It was something far older.
Long silver-white hair flowed softly behind a tall, impossibly beautiful figure clothed in elegant white-and-gold robes. Pale skin reflected the crimson light of the sky like polished marble, while piercing white eyes carried the crushing weight of countless ages.
Without the armor, the Asura no longer resembled a weapon forged for war.
It looked like a being ancient civilizations would have worshipped as a god.
The divine figure regarded Titan silently for several moments, its unreadable gaze calm and impossibly heavy.
And for the first time since the war began, the battlefield felt truly quiet.
Titan stared at the being before him, eyes wide with disbelief.

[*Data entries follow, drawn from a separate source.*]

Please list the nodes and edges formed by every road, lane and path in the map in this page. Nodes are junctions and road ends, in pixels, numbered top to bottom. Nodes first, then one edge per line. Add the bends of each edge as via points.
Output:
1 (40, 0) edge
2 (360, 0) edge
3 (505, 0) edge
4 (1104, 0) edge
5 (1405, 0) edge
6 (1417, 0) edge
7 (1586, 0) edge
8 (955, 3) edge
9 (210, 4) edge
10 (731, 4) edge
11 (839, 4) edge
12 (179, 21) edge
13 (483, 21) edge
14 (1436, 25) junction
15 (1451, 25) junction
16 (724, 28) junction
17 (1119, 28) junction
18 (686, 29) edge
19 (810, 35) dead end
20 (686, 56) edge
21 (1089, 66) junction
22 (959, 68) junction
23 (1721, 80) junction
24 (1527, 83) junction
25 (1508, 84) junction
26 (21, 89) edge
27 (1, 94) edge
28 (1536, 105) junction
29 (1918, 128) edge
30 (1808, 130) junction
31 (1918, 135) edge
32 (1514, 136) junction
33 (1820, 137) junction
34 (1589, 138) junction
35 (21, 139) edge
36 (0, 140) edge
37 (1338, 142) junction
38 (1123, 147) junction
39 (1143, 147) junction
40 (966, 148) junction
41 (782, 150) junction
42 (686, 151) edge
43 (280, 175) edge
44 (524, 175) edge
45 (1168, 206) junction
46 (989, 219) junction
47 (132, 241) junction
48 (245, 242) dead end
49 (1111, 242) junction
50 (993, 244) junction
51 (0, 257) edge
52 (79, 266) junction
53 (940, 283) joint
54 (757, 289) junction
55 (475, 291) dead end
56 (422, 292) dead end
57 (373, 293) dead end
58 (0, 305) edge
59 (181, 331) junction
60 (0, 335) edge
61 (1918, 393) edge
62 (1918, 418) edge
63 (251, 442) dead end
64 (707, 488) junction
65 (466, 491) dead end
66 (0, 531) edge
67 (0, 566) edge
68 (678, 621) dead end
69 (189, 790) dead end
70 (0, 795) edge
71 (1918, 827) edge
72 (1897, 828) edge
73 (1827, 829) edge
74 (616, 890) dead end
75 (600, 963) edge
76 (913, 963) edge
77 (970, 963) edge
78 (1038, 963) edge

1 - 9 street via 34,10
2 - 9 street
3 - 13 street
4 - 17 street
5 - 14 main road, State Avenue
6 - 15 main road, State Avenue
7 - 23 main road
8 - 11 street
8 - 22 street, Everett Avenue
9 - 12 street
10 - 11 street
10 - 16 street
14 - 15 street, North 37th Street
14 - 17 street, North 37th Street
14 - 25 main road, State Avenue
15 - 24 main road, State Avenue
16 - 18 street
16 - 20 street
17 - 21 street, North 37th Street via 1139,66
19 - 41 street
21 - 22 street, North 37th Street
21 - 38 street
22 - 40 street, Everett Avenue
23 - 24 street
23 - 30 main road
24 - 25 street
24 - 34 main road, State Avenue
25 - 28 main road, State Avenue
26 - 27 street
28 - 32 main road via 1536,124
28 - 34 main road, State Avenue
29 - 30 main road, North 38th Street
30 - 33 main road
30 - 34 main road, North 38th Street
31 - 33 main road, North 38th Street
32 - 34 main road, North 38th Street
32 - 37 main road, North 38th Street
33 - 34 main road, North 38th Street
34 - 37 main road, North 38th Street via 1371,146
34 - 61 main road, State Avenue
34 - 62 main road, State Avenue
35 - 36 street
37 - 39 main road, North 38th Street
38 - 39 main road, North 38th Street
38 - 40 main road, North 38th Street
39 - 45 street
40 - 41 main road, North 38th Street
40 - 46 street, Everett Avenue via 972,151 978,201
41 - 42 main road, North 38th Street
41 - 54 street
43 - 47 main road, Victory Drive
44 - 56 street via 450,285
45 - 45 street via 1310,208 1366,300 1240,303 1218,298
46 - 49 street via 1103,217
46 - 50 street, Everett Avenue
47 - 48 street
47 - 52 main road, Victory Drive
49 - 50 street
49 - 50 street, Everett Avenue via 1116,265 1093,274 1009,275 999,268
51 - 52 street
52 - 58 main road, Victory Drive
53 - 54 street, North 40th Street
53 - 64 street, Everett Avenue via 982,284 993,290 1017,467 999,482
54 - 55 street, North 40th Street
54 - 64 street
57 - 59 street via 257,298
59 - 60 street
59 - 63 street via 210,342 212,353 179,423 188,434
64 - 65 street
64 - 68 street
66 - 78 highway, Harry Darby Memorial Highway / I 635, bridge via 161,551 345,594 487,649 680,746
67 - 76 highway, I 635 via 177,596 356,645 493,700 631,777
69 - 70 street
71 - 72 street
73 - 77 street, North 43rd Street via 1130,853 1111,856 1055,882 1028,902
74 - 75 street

There was no hostility in the Asura's posture. No visible killing intent. Only calm.
Titan slowly pushed himself to his feet, his muscles still aching despite the healing light that had restored his body moments earlier. His instincts remained sharp, yet every signal screaming danger during their battle had strangely quieted.

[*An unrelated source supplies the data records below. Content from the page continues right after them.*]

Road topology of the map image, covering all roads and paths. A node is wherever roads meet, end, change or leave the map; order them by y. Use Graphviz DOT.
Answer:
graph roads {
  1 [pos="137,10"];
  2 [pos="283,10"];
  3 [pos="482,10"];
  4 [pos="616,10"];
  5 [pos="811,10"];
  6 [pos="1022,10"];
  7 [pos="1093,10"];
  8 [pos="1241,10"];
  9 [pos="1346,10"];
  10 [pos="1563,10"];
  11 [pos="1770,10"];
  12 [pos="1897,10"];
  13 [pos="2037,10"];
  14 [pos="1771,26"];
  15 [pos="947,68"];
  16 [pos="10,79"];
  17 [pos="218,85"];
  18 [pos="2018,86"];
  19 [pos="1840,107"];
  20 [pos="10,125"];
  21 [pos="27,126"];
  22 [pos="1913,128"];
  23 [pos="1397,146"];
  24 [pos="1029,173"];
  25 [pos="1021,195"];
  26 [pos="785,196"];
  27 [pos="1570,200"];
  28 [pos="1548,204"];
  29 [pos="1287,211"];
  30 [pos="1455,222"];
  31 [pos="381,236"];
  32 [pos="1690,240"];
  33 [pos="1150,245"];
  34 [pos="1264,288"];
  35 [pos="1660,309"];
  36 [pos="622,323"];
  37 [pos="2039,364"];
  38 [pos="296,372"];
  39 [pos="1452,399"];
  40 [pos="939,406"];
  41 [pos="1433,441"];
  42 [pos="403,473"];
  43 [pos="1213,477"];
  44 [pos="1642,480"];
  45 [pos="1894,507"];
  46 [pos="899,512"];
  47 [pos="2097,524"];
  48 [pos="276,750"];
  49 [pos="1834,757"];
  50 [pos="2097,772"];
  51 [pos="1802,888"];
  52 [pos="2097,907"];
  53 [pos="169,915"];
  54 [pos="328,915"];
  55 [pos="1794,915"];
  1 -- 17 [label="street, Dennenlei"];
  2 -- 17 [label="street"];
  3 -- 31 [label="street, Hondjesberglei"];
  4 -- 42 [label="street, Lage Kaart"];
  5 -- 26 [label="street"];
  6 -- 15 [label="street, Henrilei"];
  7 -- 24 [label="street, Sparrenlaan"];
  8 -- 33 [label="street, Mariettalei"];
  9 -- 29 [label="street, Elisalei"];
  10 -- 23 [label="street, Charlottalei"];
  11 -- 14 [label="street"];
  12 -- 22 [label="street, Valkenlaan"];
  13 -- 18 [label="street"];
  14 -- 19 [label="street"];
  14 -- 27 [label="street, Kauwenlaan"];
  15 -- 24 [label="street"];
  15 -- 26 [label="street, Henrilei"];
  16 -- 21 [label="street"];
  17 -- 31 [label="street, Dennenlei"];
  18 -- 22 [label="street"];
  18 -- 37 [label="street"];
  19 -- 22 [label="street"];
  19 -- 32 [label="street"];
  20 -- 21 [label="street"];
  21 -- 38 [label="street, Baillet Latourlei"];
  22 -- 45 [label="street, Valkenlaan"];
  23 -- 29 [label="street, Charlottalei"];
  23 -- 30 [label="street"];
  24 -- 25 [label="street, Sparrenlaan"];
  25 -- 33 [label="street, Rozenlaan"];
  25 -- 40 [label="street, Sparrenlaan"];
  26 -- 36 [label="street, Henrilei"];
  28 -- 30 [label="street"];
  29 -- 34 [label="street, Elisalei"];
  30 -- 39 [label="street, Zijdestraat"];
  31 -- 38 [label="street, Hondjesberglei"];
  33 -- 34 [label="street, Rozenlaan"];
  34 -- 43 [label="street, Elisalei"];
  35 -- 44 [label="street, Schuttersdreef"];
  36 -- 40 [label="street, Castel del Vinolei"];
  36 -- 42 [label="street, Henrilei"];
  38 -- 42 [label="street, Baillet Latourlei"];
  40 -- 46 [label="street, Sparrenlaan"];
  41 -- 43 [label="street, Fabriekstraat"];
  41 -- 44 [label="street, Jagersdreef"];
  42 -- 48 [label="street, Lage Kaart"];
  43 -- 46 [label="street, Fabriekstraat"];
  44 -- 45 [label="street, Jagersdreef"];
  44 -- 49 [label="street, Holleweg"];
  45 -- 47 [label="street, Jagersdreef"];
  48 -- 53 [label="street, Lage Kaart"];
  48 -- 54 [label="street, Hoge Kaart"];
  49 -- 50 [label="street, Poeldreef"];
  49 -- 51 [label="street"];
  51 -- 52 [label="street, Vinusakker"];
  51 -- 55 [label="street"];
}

This is unexpected, he thought. It heals me. It reveals this appearance. Yet I feel no immediate threat from it. What game is it playing?

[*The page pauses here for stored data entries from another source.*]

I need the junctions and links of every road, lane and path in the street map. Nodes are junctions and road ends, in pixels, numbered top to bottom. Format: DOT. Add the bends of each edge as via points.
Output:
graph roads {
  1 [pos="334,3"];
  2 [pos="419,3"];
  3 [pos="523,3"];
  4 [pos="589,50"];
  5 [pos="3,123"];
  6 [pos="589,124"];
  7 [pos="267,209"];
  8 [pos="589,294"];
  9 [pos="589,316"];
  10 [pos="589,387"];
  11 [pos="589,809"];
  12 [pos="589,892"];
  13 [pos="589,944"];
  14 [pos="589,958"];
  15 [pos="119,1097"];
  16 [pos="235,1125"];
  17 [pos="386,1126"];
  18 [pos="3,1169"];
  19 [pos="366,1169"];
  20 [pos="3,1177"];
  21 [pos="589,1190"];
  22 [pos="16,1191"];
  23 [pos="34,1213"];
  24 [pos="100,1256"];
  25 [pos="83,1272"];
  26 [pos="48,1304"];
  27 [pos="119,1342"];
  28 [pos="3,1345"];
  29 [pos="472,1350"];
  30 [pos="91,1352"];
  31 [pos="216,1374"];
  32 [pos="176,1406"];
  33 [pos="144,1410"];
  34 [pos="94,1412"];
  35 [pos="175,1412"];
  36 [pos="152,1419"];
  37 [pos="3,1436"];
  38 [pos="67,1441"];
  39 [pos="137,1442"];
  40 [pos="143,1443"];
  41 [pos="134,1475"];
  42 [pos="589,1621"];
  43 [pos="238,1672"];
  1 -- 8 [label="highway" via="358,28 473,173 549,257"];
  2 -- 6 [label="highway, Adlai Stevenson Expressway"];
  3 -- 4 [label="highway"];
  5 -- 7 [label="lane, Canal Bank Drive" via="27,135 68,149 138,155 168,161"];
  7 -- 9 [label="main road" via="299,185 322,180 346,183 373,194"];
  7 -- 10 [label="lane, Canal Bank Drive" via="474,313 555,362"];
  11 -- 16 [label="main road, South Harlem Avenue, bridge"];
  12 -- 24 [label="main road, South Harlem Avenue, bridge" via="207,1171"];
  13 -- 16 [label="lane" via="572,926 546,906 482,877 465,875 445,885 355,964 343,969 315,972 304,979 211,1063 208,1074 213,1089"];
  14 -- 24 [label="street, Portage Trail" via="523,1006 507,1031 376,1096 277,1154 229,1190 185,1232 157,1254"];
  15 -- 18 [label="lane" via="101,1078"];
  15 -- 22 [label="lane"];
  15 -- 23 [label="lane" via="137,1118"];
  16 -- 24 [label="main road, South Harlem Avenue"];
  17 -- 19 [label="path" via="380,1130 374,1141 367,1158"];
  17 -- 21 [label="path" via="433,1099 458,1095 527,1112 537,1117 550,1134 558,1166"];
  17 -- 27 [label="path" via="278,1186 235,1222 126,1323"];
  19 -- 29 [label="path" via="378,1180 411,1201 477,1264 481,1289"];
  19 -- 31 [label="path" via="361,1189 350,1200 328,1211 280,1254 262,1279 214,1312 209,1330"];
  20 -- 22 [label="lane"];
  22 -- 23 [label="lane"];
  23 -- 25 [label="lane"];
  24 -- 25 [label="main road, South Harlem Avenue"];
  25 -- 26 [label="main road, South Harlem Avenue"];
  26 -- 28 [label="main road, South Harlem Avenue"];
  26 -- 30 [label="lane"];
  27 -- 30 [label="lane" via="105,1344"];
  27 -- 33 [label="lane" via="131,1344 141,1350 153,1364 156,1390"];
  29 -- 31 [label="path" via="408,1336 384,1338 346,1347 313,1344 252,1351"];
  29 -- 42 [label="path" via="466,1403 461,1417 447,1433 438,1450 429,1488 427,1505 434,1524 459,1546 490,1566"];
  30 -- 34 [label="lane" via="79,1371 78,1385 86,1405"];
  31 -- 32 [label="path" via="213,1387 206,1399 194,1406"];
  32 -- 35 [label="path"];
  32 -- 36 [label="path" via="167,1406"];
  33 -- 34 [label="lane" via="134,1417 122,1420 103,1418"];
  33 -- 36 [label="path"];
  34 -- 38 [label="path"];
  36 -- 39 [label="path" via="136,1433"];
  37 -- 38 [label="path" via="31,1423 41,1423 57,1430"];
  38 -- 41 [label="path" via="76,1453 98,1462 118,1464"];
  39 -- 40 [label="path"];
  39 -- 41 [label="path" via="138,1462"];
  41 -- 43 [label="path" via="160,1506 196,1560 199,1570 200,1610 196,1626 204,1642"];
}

The Asura smiled faintly, as though the question itself had already reached it.
"I am not planning anything, Titan," it said softly. "There is nothing left to plan for in this moment. Calm yourself."
Titan exhaled through his nose and forced the tension from his shoulders. The crater around them still steamed from the devastation. Molten cracks spread through the blackened earth while distant thunder rolled beneath the red skies of Chaos.
It healed me for a reason, Titan thought. This conversation comes with a price attached to it. But listening costs me nothing… not yet.
The Asura turned away from him and looked toward the distant horizon, where pillars of smoke still rose from the ruins of Crimson Reach. Its hands folded calmly behind its back while the wind stirred its long, silver-white hair.
When it spoke again, its voice carried the quiet weight of something ancient beyond mortal understanding.
"It was never like this in the beginning," the Asura said. "The Sky Palace was not born as an instrument of conquest or extermination. We were guardians. Shepherds. We guided young civilizations through their infancy and protected realms from forces capable of unraveling existence itself."
Its white eyes drifted toward the burning skies above.
"In those ancient ages, mortals looked upon us with hope rather than fear. Entire worlds flourished beneath our protection. Dragons once flew beside us as equals, not enemies. Order and chaos existed in balance, and for a time… the harmony we built was beautiful."
The wind passed quietly through the crater.
Titan remained silent, listening carefully.
"For eons, I held my station as an Asura," it continued. "Among the High Order, each role carried purpose. Swords eliminated threats before they could spread. Hammers crushed resistance when peace failed. Shields defended innocent worlds from extinction. We Asuras existed to judge. To correct the imbalance before it consumes entire civilizations."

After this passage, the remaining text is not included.